|  This session 
          is dedicated to understanding the way that films tell stories but you 
          may also like to turn to illustrative images that show some influence 
          of the visual conventions of cinematography.
 
 North 
          by Northwest  Sequence Analysis of the Chase in the Cornfield
  
           
            Directed by Alfred Hitchcock, 1959
 Photographed by Robert Burks,
 Written by Ernest Lehmann
 Music by Bernard Herrmann
 Cary Grant is Roger Thornhill, Eve Marie Saint is Eve Kendall.
   Roger 
          Thornhill is an advertising man in New York. He doesn't know it but 
          the CIA are using him to flush out some spies (evidently Communist). 
          Eve Kendall has been hired by the spies to lure him to a deserted spot 
          where he can be murdered.  Our analysis of the film encourages debate on;
 establishing a credible space for the unfolding of narrative
 orientation of action in a landscape
 use of gesture and expression as indications of intent/anticipation
 Now get your copy of the film and find the sequence where Thornhill 
          and Kendall meet before Thornhill takes the bus to meet Kaplan.

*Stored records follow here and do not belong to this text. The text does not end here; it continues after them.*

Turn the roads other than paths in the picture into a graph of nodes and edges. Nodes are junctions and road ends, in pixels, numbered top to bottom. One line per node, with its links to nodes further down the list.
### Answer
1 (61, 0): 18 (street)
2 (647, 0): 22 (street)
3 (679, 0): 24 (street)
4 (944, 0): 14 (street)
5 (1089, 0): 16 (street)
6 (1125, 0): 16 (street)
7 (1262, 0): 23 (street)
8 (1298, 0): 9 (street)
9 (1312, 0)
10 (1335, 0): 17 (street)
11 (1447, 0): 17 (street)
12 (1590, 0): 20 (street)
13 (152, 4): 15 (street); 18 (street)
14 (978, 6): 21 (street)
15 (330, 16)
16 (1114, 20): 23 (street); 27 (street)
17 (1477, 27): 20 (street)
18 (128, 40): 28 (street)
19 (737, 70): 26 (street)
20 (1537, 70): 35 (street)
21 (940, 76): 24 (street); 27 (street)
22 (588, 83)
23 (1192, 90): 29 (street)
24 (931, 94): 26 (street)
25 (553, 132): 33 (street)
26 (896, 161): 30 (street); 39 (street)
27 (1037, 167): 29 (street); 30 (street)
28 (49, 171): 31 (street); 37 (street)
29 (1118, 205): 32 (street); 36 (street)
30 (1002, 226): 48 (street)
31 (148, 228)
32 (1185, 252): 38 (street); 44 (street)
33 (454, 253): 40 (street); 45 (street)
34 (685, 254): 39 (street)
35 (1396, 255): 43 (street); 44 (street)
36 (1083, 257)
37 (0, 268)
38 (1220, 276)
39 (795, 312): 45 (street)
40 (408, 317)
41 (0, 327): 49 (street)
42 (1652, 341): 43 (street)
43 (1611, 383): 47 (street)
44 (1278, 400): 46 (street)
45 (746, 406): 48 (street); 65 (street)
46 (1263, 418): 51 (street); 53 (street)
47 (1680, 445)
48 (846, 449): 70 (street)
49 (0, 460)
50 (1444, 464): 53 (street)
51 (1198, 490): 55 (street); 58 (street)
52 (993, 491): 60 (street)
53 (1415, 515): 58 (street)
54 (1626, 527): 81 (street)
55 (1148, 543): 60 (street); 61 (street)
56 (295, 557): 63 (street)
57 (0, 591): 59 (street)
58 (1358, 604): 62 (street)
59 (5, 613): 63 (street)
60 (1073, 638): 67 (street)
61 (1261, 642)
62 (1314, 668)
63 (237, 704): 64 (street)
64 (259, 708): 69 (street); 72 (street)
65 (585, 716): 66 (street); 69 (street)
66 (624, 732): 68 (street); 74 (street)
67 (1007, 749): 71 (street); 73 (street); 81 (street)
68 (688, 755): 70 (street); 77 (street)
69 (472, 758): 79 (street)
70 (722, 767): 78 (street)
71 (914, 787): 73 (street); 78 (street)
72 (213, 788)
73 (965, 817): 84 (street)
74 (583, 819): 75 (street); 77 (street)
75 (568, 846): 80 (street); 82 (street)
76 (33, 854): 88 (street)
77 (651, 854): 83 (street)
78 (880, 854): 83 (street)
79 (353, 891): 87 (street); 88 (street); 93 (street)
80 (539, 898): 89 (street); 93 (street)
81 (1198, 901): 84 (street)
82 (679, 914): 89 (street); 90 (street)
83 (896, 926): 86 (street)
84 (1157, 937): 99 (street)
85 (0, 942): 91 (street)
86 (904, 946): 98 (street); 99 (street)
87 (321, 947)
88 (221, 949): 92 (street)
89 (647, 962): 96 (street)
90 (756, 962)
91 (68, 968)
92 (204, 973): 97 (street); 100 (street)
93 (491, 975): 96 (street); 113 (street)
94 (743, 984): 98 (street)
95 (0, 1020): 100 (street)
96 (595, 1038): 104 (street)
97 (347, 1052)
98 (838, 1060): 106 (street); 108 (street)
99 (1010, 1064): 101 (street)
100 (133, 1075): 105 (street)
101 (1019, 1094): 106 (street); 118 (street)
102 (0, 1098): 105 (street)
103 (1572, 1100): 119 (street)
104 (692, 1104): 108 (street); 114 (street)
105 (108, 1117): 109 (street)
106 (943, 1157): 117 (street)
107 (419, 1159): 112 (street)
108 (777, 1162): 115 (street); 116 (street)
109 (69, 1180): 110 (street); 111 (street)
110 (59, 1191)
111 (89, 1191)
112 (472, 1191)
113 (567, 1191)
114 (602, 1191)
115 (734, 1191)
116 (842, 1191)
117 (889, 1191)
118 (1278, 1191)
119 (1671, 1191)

 The SEQUENCE; timing listed first, in rolling minutes and seconds
  
          1.1 Eve has just received instructions from a fellow spy ( a few phone 
            booths away). She tells Roger where he can meet the mysterious Mr. 
            Kaplan. They have shared the train journey out of New York and Roger 
            wants to see her again. She begins to feel guilty for using their 
            relationship to ensnare him
 
 3.08 Roger gets off the bus and waits for his contact. No music or 
            dialogue.
 6.22 Roger talks to man standing opposite who, it turns out, is waiting 
            for a bus. The man draws Roger's attention to a cropspraying aircraft 
            who it appears is spraying where there are no crops.
 6.52 The bus leaves and Roger is alone.
 7.40 The aircraft flies towards, then at Roger. On the second attack 
            he is shot at. At a third he runs through the bullets and hides in 
            a cornfield. The plane dusts that patch of corn and drives him out.He 
            sees a fuel lorry coming down the road and is nearly run over in an 
            attempt to stop it to get away. The pilot of the plane loses control 
            and crashes into the lorry. The drivers and Roger escape the blaze 
            and Roger makes his getaway in a van parked by one of the spectators.
 
            
               STILLS OF THE SEQUENCE
  STORYBOARD
   
 Of North by Northwest, from Hitchcock by 
              Truffaut ,Paladin London 1986.
 Truffaut, 
            "....all of the shots are of equal duration."  Hitchcock," 
            Here you're not dealing with time but with space. The length of the 
            shots was to indicate the various distances that a man had to run 
            for cover, and more than that, that there was no cover to run to. 
            This kind of scene can't be wholly subjective because it would go 
            by in a flash. It's necessary to show the approaching plane, even 
            before Cary Grant spots it, because if the shot is too fast, the plane 
            is in and out of the frame too quickly for the viewer to realise what 
            is happening.... I tell you how the idea came about. I found I was 
            faced with the old cliche situation : the man who is put on the spot, 
            probably to be shot. Now, how is this usually done ? A victim standing 
            in a pool of light under the street lamp. The cobbles are 'washed 
            with the recent rain'. A closeup of a black cat slinking along against 
            the wall of a house. A shot of a window with a furtive face pulling 
            back the curtain to look out. The slow approach of a black automobile, 
            etc. etc. Now, what was the antithesis of a scene like this ? No darkness, 
            no pool of light, no mysterious figures in windows. Just nothing. 
            Just bright sunshine and a blank, open countryside with barely a house 
            or tree in which any lurking menaces could hide."  
            compare the scene with its possible source,
 John 
            Buchan's novel The Thirty Nine Steps ,  
            
              "Just then I heard a noise in the sky, and lo and behold 
                there was that infernal aeroplane, flying low, about a dozen miles 
                to the south and rapidly coming towards me. I had the sense to 
                remember that on a bare moor I was at the aeroplane's mercy, and 
                that my only chance was to get to the leafy cover of the valley.. 
                Down I went like blue lightning, screwing my head round whenever 
                I dared, to watch that damned flying machine.... It was flying 
                high, but as I looked it dropped several hundred feet and began 
                to circle around.... just as a hawk wheels before it pounces. 
                Now it was flying very low.... Suddenly it began to rise in swift 
                whorls and the next I knew it was speeding eastwards again.... 
                My enemies had located me..... There was not cover in the whole 
                place to hide a rat..... It seemed to suffocate me. The free moorlands 
                were prison walls and the keen hill air was the breath of a dungeon."
  
   EXERCISE; Now prepare a map of the narrative in the 
          landscape 
 1. in map form
 2. in your own diagrammatic way
 to include as much information as you can in a clear way.